**Exercise input**
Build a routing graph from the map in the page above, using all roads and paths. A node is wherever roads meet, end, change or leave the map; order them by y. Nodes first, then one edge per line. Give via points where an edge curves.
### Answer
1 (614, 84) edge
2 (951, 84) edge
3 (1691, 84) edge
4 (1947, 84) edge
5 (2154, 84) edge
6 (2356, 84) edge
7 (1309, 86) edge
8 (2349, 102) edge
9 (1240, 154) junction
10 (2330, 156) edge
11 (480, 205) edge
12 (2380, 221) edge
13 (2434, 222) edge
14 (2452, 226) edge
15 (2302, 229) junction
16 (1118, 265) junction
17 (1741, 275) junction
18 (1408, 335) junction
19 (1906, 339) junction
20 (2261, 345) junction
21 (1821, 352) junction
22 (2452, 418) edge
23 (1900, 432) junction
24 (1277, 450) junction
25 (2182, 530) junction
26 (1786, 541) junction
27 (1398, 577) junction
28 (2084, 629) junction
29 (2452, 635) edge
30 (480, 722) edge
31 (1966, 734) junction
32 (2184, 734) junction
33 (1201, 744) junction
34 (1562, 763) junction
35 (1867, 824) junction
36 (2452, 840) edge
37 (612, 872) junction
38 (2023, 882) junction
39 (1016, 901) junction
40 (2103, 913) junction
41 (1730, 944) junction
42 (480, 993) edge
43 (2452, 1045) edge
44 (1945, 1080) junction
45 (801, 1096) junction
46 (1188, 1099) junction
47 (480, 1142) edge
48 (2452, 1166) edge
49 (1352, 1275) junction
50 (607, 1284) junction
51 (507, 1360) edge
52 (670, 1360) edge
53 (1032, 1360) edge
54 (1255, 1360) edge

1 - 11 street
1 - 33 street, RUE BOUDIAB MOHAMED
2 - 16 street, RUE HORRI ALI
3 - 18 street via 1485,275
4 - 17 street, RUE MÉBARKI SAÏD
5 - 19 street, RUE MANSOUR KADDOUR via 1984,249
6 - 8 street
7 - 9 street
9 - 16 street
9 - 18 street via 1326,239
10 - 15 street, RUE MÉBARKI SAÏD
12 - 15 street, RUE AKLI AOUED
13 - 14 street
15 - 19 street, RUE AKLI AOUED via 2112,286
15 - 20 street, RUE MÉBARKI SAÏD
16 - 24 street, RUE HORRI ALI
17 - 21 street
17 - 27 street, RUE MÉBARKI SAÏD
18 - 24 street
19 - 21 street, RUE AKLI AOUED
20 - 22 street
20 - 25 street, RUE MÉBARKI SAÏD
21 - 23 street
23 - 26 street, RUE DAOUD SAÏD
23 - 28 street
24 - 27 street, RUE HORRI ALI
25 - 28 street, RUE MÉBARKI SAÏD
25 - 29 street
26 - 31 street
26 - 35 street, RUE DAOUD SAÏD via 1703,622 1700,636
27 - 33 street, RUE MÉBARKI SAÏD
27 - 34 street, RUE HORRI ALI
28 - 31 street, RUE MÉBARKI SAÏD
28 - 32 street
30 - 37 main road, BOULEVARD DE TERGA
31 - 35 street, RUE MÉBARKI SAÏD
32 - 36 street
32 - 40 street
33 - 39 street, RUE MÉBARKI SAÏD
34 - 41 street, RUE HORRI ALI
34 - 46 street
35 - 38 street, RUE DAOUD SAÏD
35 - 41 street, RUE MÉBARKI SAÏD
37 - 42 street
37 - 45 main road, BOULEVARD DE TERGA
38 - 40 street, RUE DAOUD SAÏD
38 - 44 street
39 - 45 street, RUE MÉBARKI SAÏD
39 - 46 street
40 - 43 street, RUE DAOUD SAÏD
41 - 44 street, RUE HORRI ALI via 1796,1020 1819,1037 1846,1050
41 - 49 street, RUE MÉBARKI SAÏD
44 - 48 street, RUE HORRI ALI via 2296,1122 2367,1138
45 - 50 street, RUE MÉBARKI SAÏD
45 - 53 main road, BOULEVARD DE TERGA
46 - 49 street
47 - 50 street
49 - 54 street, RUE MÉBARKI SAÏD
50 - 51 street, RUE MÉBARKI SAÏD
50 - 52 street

**Required action**
Copy out every line from the records that has the word "TERGA".

**Worked solution**
30 - 37 main road, BOULEVARD DE TERGA
37 - 45 main road, BOULEVARD DE TERGA
45 - 53 main road, BOULEVARD DE TERGA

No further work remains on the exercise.